*Work to complete*
In the entries below, every line that contains "include" must be located and copied.

(Extracted data entries)
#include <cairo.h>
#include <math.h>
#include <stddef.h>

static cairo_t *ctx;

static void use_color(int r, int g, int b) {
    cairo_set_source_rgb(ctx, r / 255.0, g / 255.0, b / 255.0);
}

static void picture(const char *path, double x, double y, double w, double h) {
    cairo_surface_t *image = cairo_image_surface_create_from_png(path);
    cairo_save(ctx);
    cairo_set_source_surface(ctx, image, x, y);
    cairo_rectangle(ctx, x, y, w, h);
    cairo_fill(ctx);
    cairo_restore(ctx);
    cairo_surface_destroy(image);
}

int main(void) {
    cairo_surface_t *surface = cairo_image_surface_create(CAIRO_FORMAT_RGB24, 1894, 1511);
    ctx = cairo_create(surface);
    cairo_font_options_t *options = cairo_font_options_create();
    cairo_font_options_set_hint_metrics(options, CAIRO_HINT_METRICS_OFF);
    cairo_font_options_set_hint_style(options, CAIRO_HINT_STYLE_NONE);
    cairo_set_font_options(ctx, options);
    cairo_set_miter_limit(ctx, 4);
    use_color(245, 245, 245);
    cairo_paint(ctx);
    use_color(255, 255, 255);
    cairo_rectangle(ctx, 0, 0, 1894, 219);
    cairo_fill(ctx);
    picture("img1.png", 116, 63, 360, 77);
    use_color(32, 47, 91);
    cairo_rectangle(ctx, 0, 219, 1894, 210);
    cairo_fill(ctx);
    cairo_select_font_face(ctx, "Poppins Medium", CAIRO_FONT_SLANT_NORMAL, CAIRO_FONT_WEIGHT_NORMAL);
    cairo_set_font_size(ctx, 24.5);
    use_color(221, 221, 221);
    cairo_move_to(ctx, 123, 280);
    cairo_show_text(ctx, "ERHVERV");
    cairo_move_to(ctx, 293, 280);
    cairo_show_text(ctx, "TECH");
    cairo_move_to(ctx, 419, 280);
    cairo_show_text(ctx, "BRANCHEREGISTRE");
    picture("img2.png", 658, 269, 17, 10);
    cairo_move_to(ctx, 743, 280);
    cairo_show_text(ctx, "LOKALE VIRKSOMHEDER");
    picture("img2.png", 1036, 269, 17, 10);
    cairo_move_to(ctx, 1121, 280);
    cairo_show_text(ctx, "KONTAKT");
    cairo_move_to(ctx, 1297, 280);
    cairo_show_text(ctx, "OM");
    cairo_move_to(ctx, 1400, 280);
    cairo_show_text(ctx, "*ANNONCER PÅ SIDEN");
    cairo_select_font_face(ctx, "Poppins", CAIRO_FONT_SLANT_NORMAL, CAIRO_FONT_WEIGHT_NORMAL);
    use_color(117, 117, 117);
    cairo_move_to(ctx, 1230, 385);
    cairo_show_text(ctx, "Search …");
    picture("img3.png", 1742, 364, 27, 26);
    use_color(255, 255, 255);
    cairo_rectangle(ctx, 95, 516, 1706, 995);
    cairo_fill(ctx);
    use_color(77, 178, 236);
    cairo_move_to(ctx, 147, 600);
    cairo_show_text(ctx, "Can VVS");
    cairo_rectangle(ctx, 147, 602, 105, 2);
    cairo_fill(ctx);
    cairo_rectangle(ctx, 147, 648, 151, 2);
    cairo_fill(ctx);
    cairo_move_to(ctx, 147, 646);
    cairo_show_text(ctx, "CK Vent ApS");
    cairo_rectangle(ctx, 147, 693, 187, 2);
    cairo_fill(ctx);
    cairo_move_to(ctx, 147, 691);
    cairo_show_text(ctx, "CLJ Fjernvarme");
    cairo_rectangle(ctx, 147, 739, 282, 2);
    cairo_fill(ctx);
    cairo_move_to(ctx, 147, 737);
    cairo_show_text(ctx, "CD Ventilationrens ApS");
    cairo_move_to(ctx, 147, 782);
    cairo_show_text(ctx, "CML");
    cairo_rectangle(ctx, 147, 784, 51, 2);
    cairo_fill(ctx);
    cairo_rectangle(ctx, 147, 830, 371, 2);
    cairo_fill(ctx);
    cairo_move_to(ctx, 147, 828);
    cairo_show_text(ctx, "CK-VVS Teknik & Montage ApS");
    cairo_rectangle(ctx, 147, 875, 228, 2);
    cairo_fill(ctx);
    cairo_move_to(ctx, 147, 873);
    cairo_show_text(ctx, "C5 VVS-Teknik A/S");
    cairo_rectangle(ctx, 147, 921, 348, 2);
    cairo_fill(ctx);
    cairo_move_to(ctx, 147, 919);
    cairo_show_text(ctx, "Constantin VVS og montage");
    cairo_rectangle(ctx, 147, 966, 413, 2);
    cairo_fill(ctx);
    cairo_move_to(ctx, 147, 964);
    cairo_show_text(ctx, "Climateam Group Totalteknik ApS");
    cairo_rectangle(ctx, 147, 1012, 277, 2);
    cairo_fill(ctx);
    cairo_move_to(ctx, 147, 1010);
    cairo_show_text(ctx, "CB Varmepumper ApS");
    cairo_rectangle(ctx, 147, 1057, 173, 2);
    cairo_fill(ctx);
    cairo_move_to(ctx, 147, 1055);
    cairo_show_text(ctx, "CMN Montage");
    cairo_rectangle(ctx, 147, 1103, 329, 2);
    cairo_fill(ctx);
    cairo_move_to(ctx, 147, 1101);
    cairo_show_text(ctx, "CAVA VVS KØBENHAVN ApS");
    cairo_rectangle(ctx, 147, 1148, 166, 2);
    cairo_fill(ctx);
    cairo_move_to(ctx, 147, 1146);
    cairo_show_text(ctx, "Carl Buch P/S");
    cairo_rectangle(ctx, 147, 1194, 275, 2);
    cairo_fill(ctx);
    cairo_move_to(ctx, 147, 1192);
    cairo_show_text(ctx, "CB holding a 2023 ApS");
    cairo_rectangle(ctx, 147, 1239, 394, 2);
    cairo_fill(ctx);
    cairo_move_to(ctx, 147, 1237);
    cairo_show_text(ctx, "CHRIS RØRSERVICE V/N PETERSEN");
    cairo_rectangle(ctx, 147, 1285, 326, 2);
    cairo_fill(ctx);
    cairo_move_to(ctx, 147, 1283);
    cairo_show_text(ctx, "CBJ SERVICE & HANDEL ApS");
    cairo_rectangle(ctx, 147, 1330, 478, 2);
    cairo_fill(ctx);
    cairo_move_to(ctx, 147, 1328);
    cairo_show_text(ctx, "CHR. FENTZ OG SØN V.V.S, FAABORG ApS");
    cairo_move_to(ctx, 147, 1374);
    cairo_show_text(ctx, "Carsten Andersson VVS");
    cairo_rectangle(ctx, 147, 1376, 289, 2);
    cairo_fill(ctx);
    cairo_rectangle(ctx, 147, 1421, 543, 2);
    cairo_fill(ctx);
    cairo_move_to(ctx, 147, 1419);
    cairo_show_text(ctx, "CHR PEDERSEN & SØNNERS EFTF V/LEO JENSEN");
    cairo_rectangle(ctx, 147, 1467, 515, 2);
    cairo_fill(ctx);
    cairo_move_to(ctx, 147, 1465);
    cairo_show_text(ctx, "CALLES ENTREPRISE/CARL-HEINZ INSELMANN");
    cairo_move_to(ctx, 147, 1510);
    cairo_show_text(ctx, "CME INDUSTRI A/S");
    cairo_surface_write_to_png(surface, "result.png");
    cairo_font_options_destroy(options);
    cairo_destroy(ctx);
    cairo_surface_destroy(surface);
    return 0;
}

*Task solution*
#include <cairo.h>
#include <math.h>
#include <stddef.h>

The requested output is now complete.